On Sun, 8 Jun 2008 23:10:53 -0700
Andrew Morton <akpm@...ux-foundation.org> wrote:

> Also, it is incumbent upon us to consider the other design proposals,
> such as removing anon pages from the LRUs, removing mlocked pages from
> the LRUs.

That is certainly an option.  We'll still need to keep track of
what kind of page the page is, though, otherwise we won't know
whether or not we can put it back onto the LRU lists at munlock
time.
 
> > After discussing this for a long time with Larry Woodman,
> > Lee Schermerhorn and others, I am convinced that they can
> > not be fixed by putting a bandaid on the current code.
> > 
> > After all, the fundamental problem often is that the file backed
> > and mem/swap backed pages are on the same LRU.
> 
> That actually isn't a fundamental problem.
> 
> It _becomes_ a problem because we try to treat the two types of pages
> differently.
> 
> Stupid question: did anyone try setting swappiness=100?  What happened?

The database shared memory segment got swapped out and the
system crawled to a halt.

Swap IO usually is less efficient than page cache IO, because
page cache IO happens in larger chunks and does not involve
a swap-out first and a swap-in later - the data is just read,
which at least halves the disk IO compared to swap.
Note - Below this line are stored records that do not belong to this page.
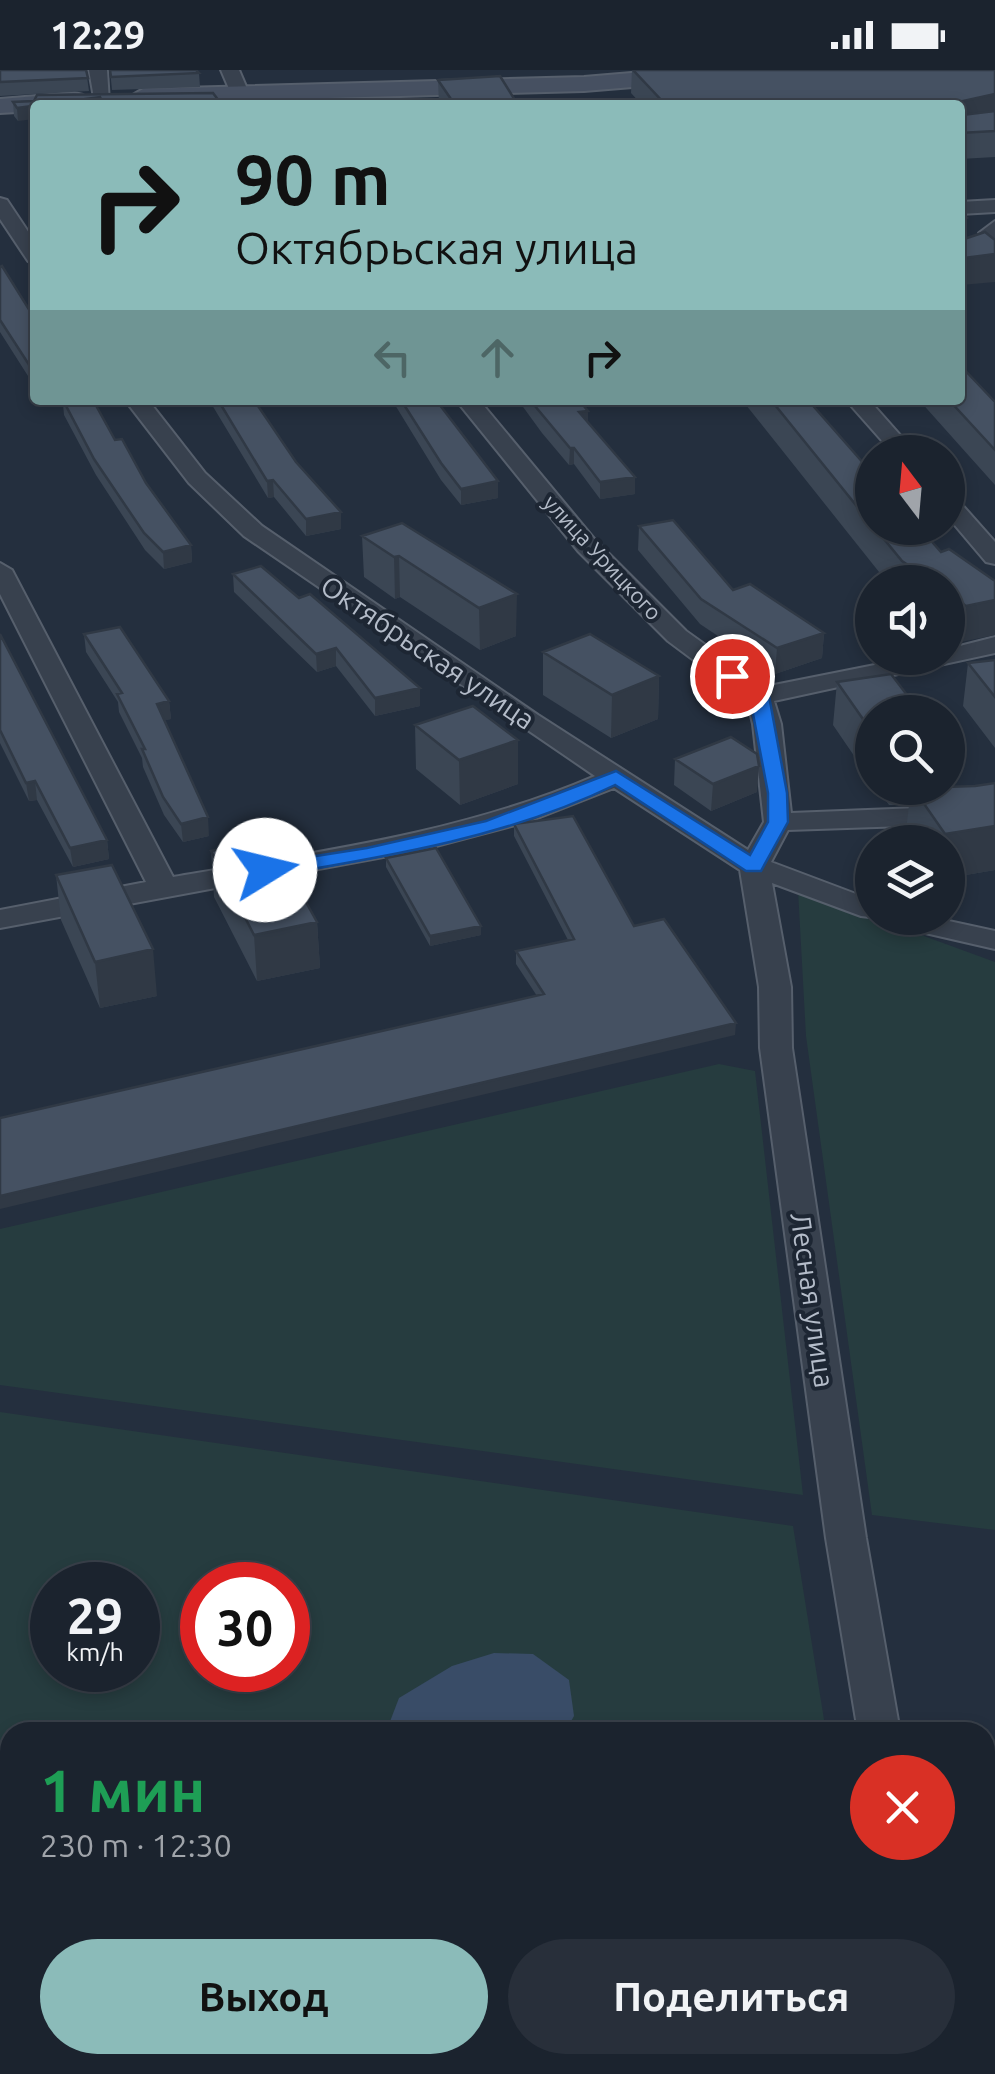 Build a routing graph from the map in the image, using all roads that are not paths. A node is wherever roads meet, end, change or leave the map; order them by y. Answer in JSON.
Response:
{"nodes":[{"id":1,"x":98,"y":70,"type":"edge"},
{"id":2,"x":755,"y":70,"type":"edge"},
{"id":3,"x":651,"y":75,"type":"edge"},
{"id":4,"x":238,"y":89,"type":"edge"},
{"id":5,"x":103,"y":98,"type":"junction"},
{"id":6,"x":77,"y":100,"type":"edge"},
{"id":7,"x":30,"y":104,"type":"edge"},
{"id":8,"x":0,"y":106,"type":"edge"},
{"id":9,"x":0,"y":204,"type":"edge"},
{"id":10,"x":995,"y":206,"type":"edge"},
{"id":11,"x":965,"y":208,"type":"edge"},
{"id":12,"x":30,"y":249,"type":"edge"},
{"id":13,"x":140,"y":405,"type":"edge"},
{"id":14,"x":471,"y":405,"type":"edge"},
{"id":15,"x":862,"y":405,"type":"edge"},
{"id":16,"x":889,"y":435,"type":"edge"},
{"id":17,"x":965,"y":522,"type":"edge"},
{"id":18,"x":995,"y":556,"type":"edge"},
{"id":19,"x":0,"y":570,"type":"edge"},
{"id":20,"x":995,"y":645,"type":"edge"},
{"id":21,"x":965,"y":652,"type":"edge"},
{"id":22,"x":860,"y":675,"type":"edge"},
{"id":23,"x":759,"y":696,"type":"junction"},
{"id":24,"x":616,"y":776,"type":"junction"},
{"id":25,"x":995,"y":814,"type":"edge"},
{"id":26,"x":778,"y":822,"type":"junction"},
{"id":27,"x":754,"y":866,"type":"junction"},
{"id":28,"x":164,"y":887,"type":"junction"},
{"id":29,"x":855,"y":904,"type":"edge"},
{"id":30,"x":0,"y":918,"type":"edge"},
{"id":31,"x":965,"y":933,"type":"edge"},
{"id":32,"x":995,"y":940,"type":"edge"},
{"id":33,"x":878,"y":1722,"type":"edge"}],
"edges":[{"from":1,"to":5,"type":"street"},
{"from":2,"to":3,"type":"street"},
{"from":3,"to":4,"type":"street"},
{"from":4,"to":5,"type":"street"},
{"from":5,"to":6,"type":"street"},
{"from":7,"to":8,"type":"street"},
{"from":9,"to":12,"type":"street"},
{"from":10,"to":11,"type":"street"},
{"from":13,"to":24,"type":"street","name":"Октябрьская улица"},
{"from":14,"to":23,"type":"street","name":"улица Урицкого"},
{"from":15,"to":16,"type":"street"},
{"from":17,"to":18,"type":"street"},
{"from":19,"to":28,"type":"street"},
{"from":20,"to":21,"type":"street"},
{"from":22,"to":23,"type":"street"},
{"from":23,"to":26,"type":"street"},
{"from":24,"to":27,"type":"street","name":"Октябрьская улица"},
{"from":24,"to":28,"type":"street"},
{"from":25,"to":26,"type":"street"},
{"from":26,"to":27,"type":"street"},
{"from":27,"to":29,"type":"street","name":"Октябрьская улица"},
{"from":27,"to":33,"type":"street","name":"Лесная улица"},
{"from":28,"to":30,"type":"street"},
{"from":31,"to":32,"type":"street"}]}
Readahead tilts the IO cost even more in favor of evicting
page cache pages, vs. swapping something out.

> > Think of a case that is becoming more and more common: a database
> > server with 128GB of RAM, 2GB of (hardly ever used) swap, 80GB of
> > locked shared memory segment, 30GB of other anonymous memory and
> > 5GB of page cache.
> > 
> > Do you think it is reasonable for the VM to have to scan over
> > 110GB of essentially unevictable memory, just to get at the 5GB
> > of page cache?
> 
> Well for starters that system was grossly misconfigured.

Swapping out the database shared memory segment is not an option,
because it is mlocked.  Even if it was an option, swapping it out
would be a bad idea because swap IO is simply less efficient than
page cache IO (see above).

> Secondly, I expect that removal of mlocked pages from the LRU (as was
> discussed a year or two ago and perhaps implemented by Andrea) along
> with swappiness=100 might be get us towards a fix.  Don't know.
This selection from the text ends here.